Зовут ее Галя. В дом, где жила Галина семья, попала бомба. Мать, сестренка, брат — погибли. Самой Гали не было — она ходила куда-то. Узнав страшную правду, потеряла сознание прямо на улице. Когда очнулась, карточек в кармане уже не было… Скиталась по подъездам, к знакомым идти не решалась — побоялась, что не приютят без карточек. Типичная блокадная трагедия…
Мама сняла с кушетки подушки, валик и составила из них нечто вроде лежанки. Лежанку расположили в центре, между двумя нашими отсеками, у камина. Тетя Соня постелила Гале чистую простыню — последнюю, извлеченную со дна чемодана. Папа достал свое драповое демисезонное пальто и предложил Гале в качестве одеяла.
Потом мы долго пили горячий чай без заварки и без сахара. То есть просто кипяток, но нам приятнее было называть его чаем.
— Ничего, — сказала мама. — Как-нибудь перезимуем. Вместе веселее будет.
Чрезвычайное положение
С появлением Гали продовольственный вопрос, естественно, обострился — ведь у нее нет карточек, а держаться надо. Но как? Мужчины наши вконец отощали. У них темные, с коричневатым оттенком, лица, острые кадыки на шеях и молниеносно отрастающая щетина. Более аккуратный дядя Коля бреется раз в два-три дня, по собственному желанию. У папы подобное желание возникает крайне редко. Из-за этого происходят неприятные конфликты.
У мамы и тети Сони кровоточат десны — цинга…

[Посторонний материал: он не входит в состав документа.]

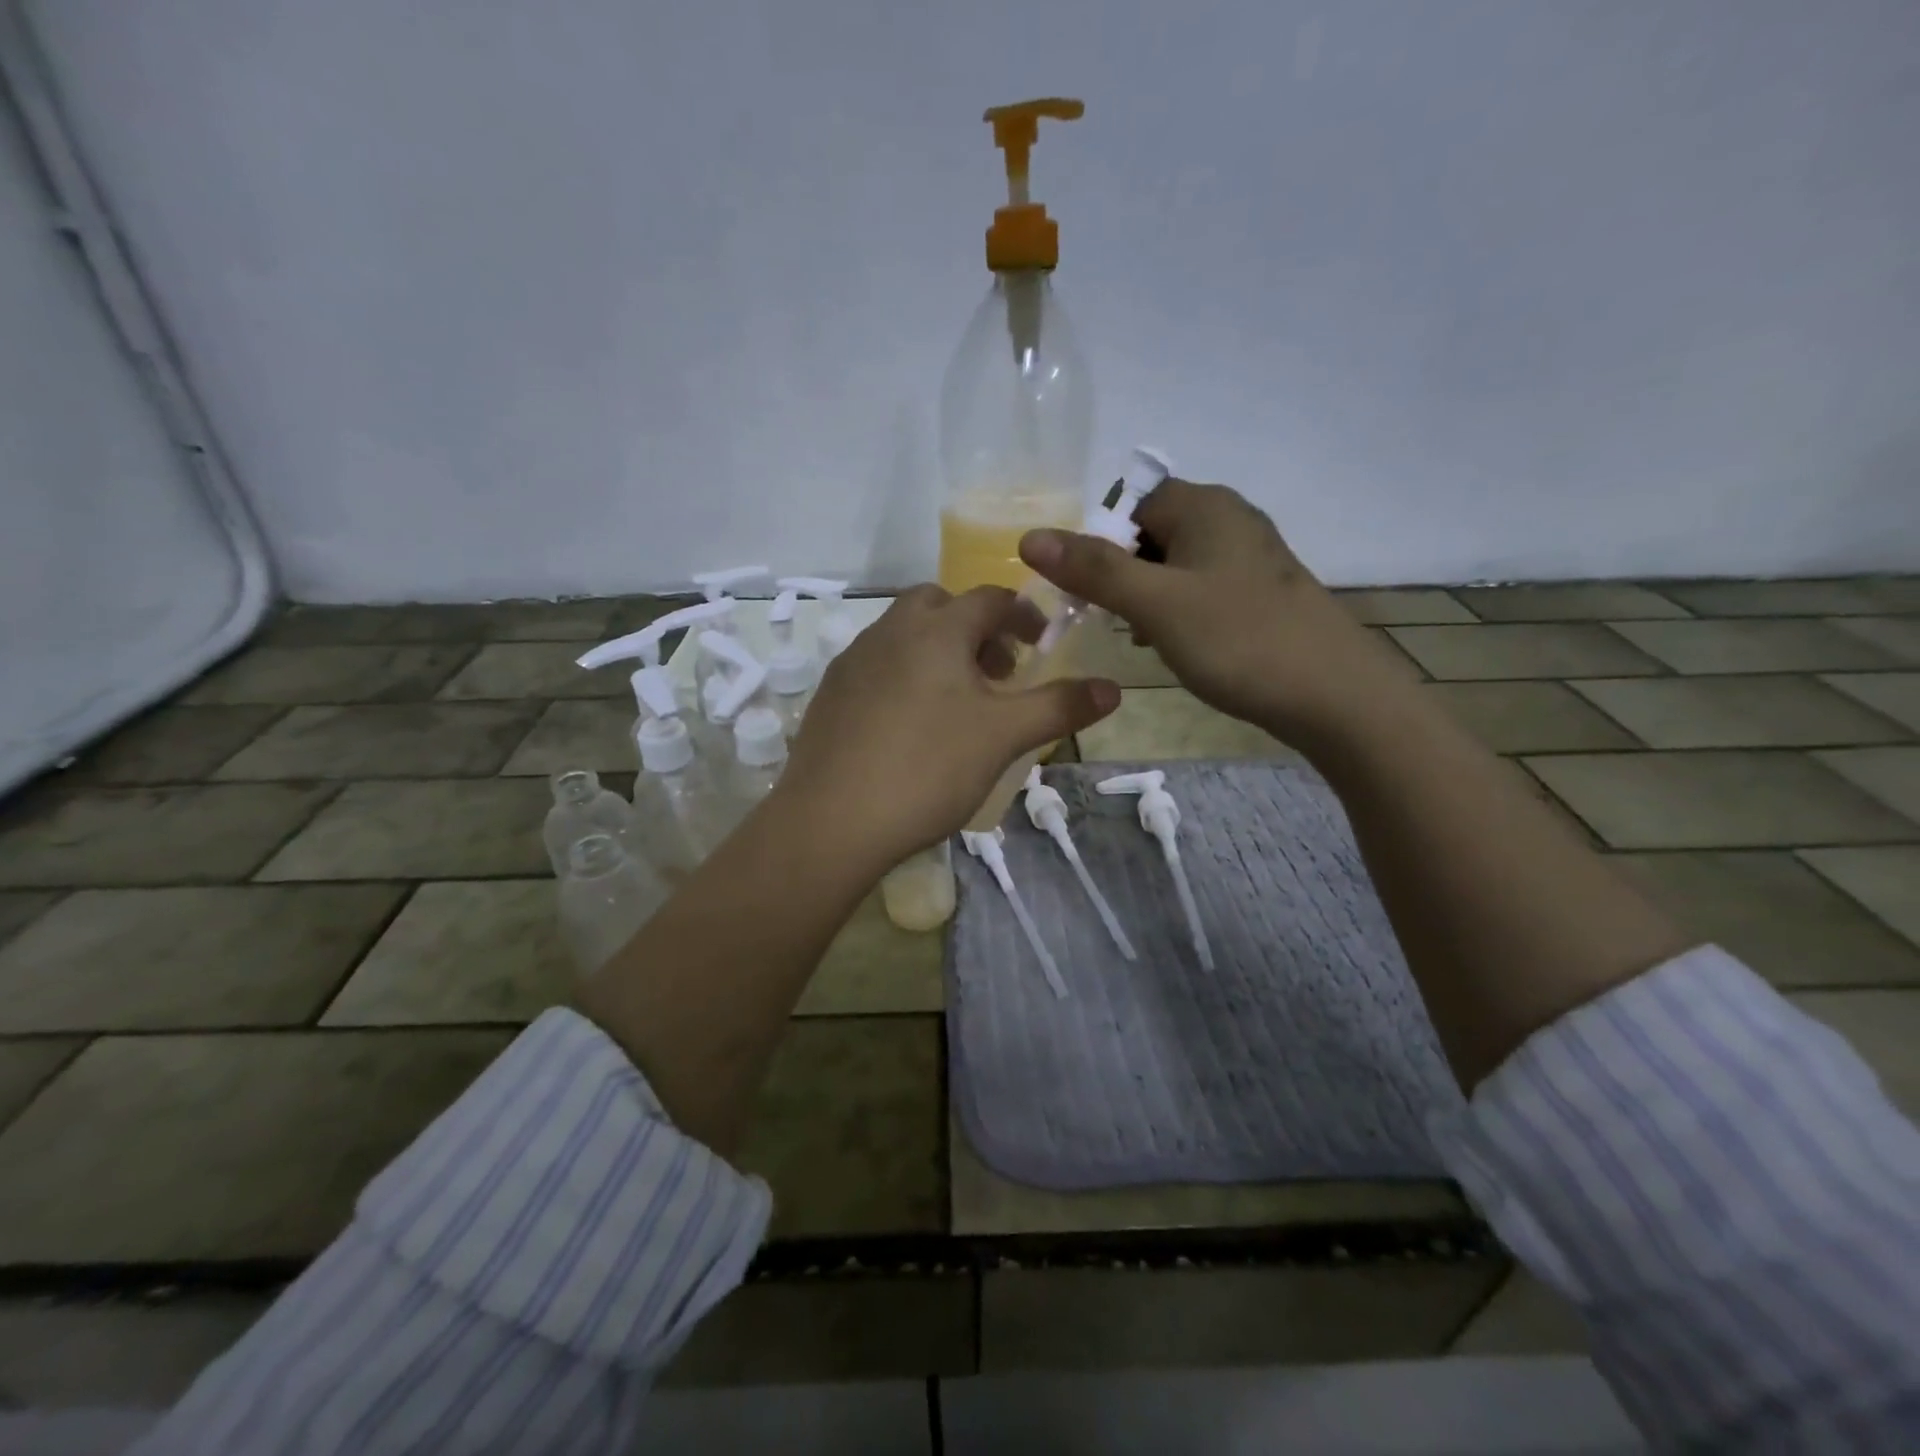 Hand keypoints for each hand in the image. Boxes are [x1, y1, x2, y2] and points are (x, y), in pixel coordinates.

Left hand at [777, 586, 1119, 867]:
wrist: (831, 821)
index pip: (989, 599)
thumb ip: (1060, 707)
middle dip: (974, 628)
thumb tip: (1114, 687)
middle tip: (996, 671)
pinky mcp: (829, 696)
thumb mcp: (1004, 737)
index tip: (1040, 643)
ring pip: (903, 635)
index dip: (1022, 615)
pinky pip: (876, 666)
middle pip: (938, 606)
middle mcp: (889, 632)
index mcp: (935, 630)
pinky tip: (910, 725)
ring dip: (937, 651)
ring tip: (957, 702)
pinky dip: (904, 675)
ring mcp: (852, 662)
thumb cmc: (928, 769)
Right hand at [1019, 480, 1406, 749]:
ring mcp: (1249, 556)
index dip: (1097, 543)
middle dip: (1120, 573)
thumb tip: (1029, 537)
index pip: (1129, 503)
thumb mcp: (1156, 604)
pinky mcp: (1260, 592)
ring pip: (1174, 564)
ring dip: (1147, 596)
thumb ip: (1094, 570)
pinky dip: (1178, 611)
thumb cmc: (1239, 640)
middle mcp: (1229, 518)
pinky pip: (1201, 588)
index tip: (1083, 592)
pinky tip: (1176, 645)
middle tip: (1109, 619)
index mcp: (1204, 506)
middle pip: (1150, 533)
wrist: (1335, 695)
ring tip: (1141, 637) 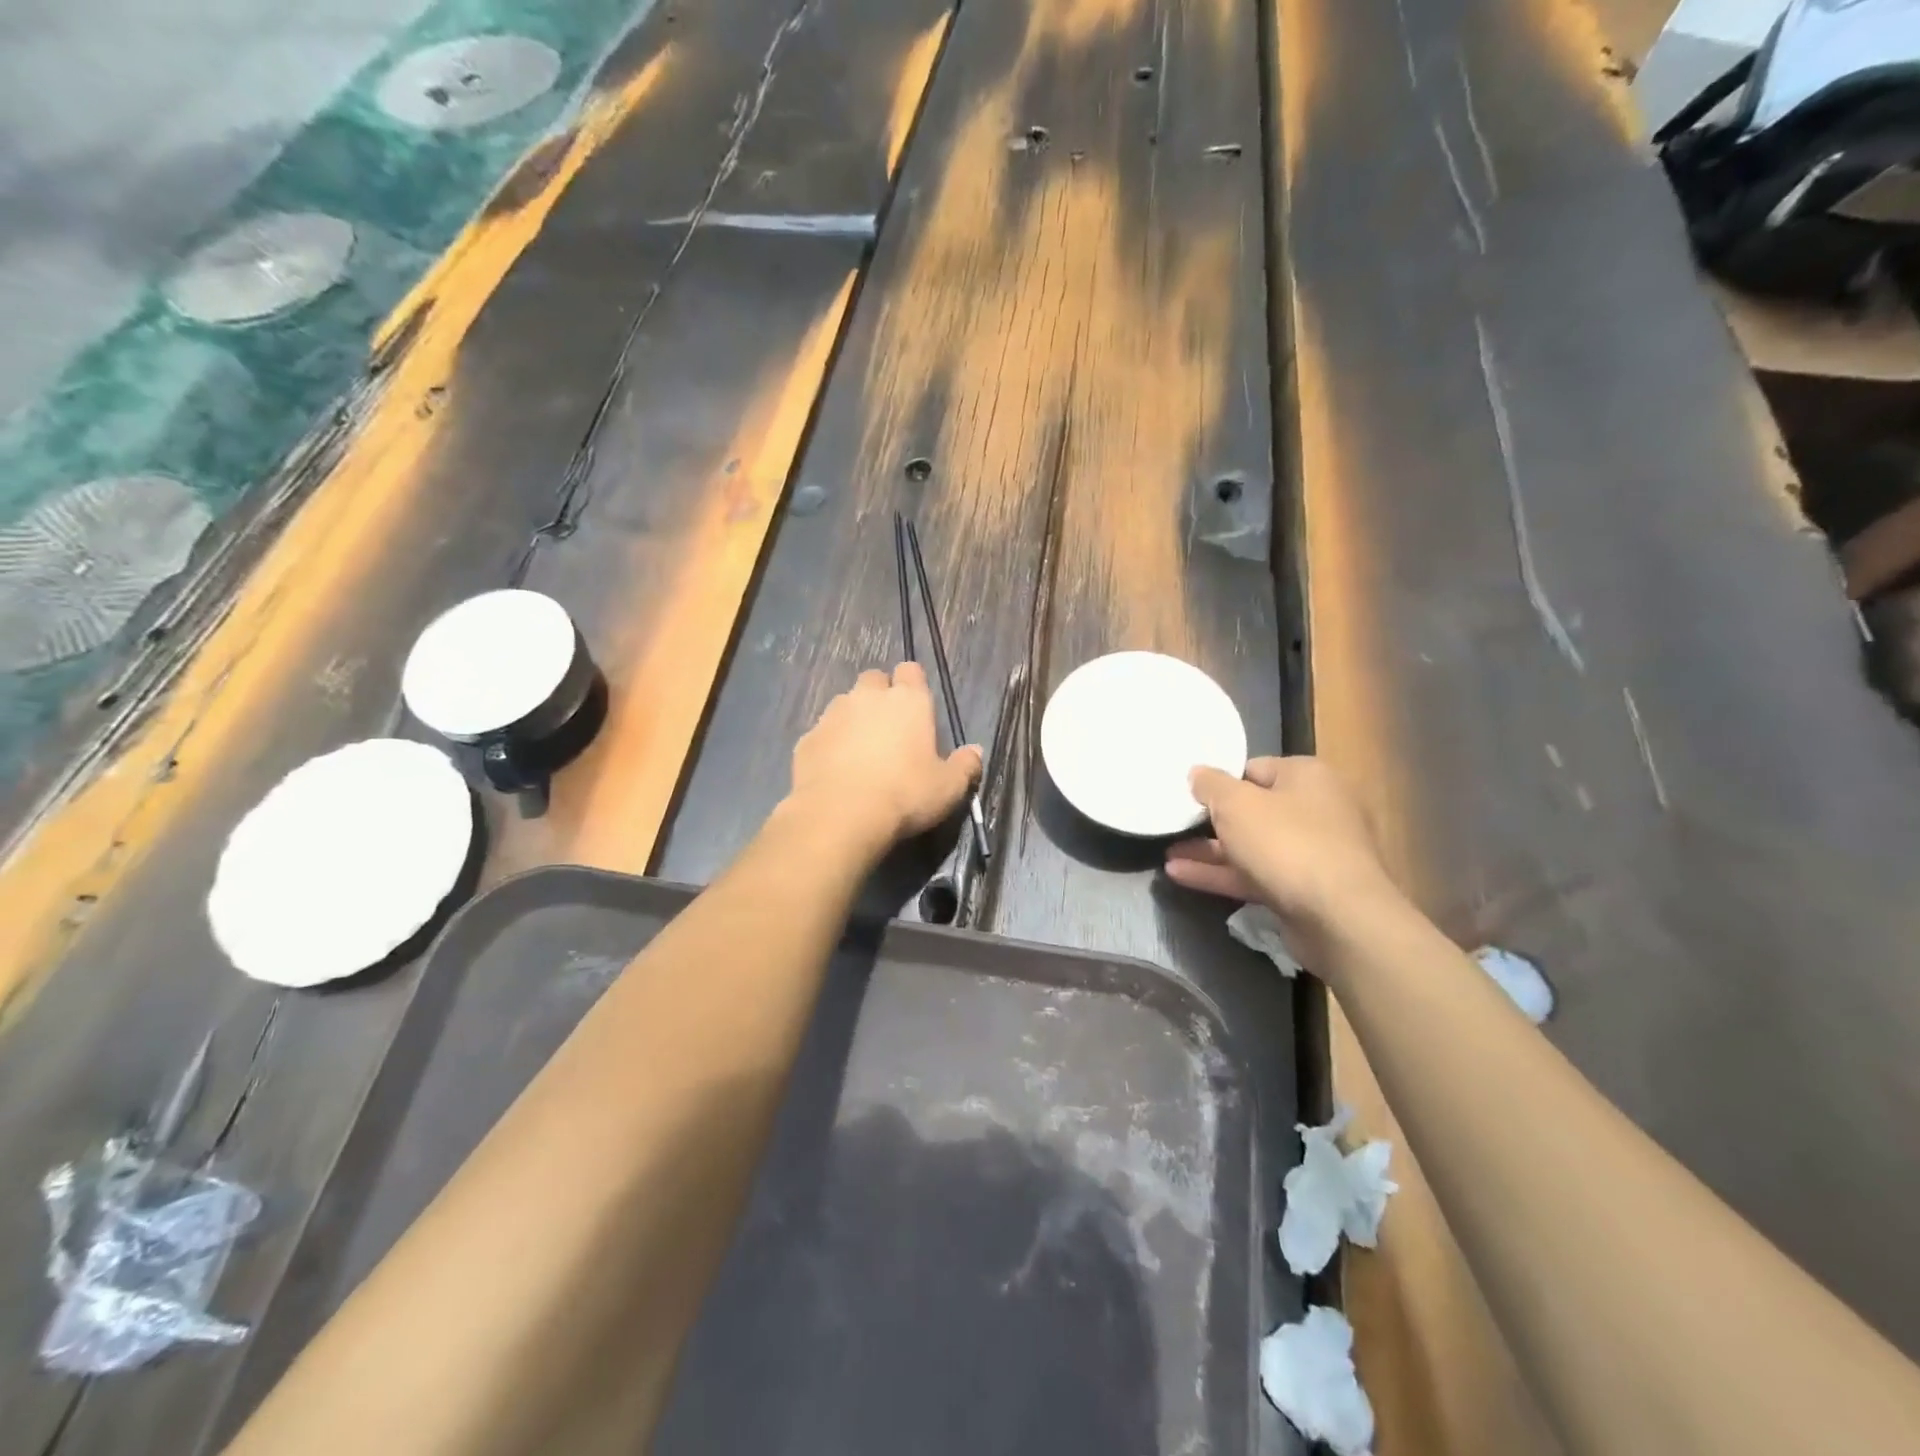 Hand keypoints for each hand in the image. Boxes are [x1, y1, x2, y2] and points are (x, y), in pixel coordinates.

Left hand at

В таких обстоятельствах объявлено чрезвычайное положение. Вся полнота власти — в маминых руках.
Сложенные в разноцветную стопку карточки обобществляются. Выкупать (слово «покупать» исчезло из лексикона ленинградцев) хлеб поручено мне и Гале. Мы тратим на это по полдня, выстаивая километровые очереди. Стоим, обнявшись, изредка перешептываясь, радуясь, что нас двое… Остальные продукты выкупают старшие. Десятидневный паек — под строгим маминым контролем.
Наше пропитание предопределено на всю декаду. Каждый утром, днем и вечером получит немного еды. Пусть совсем, совсем немного — но все же получит. И в этом теперь есть уверенность. А это великое дело, когда есть уверенность.
Притрагиваться к пайку в неположенное время запрещено под страхом самой суровой кары. Такой карой является мамино ледяное молчание. Один раз отец, придя с работы особенно голодным, съел на ужин свой трехдневный рацион.
Видимо, ему так нестерпимо хотелось есть, что он, как вошел в комнату, так, прямо не раздеваясь, устремился к шкафу и в один миг проглотил содержимое трех кулечков. На другое утро мама, отделяя ему половину своего мизерного завтрака, не отозвалась ни на одно его словечко. И так было день, два, три, неделю… Папа с трудом заслужил прощение.